## Task to carry out
Below are the records; collect from them each line containing the string "node".

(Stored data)
============

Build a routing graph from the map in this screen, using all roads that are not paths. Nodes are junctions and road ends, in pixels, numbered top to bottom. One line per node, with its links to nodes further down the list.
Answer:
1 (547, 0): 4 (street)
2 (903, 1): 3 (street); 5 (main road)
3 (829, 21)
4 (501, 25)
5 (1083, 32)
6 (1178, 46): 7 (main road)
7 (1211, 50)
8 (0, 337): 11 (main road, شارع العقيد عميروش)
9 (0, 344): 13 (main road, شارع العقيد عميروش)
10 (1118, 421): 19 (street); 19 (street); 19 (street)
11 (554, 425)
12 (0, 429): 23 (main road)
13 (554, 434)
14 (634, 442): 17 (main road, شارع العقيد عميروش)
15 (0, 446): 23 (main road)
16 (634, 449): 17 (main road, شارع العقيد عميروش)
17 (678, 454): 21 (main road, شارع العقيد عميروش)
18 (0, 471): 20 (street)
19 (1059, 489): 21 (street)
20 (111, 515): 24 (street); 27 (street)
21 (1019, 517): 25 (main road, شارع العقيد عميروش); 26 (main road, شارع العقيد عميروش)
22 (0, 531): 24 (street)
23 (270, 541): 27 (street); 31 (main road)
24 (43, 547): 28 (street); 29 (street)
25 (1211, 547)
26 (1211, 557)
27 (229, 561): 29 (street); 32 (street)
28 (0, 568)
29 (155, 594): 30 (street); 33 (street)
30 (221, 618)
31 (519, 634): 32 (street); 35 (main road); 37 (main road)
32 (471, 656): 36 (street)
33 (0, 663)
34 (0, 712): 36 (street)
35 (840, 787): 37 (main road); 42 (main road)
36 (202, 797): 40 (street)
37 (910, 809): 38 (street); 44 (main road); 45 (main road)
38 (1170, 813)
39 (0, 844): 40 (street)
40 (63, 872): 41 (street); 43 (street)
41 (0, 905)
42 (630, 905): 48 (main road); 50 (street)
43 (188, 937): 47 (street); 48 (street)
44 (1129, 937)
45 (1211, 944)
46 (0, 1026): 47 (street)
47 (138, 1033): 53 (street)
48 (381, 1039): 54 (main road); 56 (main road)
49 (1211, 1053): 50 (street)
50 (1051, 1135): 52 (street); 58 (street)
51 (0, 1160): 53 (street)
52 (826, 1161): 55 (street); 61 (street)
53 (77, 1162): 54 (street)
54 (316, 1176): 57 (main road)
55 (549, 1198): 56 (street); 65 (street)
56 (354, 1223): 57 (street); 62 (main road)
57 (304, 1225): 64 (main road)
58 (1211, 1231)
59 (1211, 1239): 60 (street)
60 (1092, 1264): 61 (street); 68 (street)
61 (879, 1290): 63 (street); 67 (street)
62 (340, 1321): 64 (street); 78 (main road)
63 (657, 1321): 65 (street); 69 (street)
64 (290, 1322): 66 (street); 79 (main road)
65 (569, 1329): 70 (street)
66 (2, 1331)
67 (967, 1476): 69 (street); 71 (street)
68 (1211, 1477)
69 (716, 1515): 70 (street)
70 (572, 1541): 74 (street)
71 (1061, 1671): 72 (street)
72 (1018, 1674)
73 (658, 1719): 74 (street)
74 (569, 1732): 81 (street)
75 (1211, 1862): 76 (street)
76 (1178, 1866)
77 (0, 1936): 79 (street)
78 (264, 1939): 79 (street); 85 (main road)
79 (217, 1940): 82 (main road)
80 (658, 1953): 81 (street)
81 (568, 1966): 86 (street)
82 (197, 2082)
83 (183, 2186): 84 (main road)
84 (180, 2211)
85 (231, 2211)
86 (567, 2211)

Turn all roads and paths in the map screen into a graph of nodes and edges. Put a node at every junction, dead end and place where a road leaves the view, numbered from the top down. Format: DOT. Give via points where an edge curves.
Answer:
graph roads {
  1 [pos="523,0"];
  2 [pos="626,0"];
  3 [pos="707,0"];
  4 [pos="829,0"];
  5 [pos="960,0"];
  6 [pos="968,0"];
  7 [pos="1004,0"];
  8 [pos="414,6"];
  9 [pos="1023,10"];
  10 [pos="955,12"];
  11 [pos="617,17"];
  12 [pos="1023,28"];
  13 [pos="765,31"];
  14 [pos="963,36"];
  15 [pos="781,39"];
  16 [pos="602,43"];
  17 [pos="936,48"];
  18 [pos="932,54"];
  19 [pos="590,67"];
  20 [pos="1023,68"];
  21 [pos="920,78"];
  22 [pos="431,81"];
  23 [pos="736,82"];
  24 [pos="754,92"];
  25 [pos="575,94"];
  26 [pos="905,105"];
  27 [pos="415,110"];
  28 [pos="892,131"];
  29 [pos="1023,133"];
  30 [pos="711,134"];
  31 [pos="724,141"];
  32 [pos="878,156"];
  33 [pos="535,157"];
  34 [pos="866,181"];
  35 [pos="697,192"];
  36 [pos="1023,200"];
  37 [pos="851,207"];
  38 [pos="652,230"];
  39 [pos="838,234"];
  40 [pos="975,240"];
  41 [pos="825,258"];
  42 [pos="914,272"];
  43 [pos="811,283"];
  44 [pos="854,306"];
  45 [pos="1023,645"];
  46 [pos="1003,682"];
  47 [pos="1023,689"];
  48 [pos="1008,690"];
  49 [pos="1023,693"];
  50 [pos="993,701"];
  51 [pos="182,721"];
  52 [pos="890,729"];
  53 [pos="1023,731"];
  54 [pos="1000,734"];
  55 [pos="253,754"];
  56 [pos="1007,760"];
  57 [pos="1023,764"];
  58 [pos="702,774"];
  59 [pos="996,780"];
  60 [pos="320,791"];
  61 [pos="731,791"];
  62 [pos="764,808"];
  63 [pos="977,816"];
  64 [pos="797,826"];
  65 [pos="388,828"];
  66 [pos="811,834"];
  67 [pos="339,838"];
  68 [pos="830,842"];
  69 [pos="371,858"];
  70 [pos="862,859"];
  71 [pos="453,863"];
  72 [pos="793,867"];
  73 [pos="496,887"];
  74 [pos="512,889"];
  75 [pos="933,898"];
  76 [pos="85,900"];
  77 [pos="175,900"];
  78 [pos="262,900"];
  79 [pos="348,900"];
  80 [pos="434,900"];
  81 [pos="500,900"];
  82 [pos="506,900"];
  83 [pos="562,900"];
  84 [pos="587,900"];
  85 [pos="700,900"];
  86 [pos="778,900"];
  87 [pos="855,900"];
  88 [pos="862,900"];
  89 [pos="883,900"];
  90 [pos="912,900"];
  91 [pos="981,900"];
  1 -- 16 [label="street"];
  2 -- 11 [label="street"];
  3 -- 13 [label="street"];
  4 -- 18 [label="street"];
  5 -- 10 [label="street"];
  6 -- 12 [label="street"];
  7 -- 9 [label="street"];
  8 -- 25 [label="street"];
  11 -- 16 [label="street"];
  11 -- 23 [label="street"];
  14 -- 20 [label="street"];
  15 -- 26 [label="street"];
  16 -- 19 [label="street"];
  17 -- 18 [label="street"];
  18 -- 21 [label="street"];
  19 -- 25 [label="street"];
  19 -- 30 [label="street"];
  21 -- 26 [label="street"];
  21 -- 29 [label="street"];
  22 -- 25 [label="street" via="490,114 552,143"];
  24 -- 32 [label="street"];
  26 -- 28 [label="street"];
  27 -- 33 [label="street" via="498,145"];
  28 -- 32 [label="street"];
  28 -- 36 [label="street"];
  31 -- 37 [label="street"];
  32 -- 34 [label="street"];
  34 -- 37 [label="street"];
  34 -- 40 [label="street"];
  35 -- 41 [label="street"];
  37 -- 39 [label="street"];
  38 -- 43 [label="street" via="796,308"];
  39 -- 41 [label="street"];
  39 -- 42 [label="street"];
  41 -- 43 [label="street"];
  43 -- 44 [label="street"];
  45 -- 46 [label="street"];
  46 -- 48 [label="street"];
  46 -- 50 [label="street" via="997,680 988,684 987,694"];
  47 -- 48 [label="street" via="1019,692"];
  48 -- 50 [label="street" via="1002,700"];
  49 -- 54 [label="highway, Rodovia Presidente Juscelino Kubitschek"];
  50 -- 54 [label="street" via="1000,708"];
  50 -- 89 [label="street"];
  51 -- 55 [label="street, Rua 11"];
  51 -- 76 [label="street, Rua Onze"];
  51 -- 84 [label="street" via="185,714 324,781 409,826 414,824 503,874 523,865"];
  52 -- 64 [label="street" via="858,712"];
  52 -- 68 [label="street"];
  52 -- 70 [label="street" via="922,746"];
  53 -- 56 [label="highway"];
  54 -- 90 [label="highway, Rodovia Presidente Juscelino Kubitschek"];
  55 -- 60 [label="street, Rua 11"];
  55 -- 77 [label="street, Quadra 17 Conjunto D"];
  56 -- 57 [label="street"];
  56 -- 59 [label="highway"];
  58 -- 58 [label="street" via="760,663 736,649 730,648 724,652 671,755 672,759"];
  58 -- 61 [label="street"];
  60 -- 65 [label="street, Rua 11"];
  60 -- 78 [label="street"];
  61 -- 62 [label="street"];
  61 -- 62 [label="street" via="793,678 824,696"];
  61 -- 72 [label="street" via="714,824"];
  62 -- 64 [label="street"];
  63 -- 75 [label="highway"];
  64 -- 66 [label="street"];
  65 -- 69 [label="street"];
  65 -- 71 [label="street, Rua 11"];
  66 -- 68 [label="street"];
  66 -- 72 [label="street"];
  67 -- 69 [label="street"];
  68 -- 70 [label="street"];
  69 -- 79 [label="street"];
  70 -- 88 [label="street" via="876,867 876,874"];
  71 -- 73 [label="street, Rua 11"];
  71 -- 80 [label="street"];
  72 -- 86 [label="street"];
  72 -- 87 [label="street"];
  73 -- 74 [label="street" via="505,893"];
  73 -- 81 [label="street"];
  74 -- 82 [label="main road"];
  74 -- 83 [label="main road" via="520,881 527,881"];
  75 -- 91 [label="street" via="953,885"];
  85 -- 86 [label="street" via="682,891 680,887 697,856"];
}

============

## Solved problem
Build a routing graph from the map in this screen, using all roads that are not paths. Nodes are junctions and road ends, in pixels, numbered top to bottom. One line per node, with its links to nodes further down the list.
Turn all roads and paths in the map screen into a graph of nodes and edges. Put a node at every junction, dead end and place where a road leaves the view, numbered from the top down. Format: DOT. Give via points where an edge curves.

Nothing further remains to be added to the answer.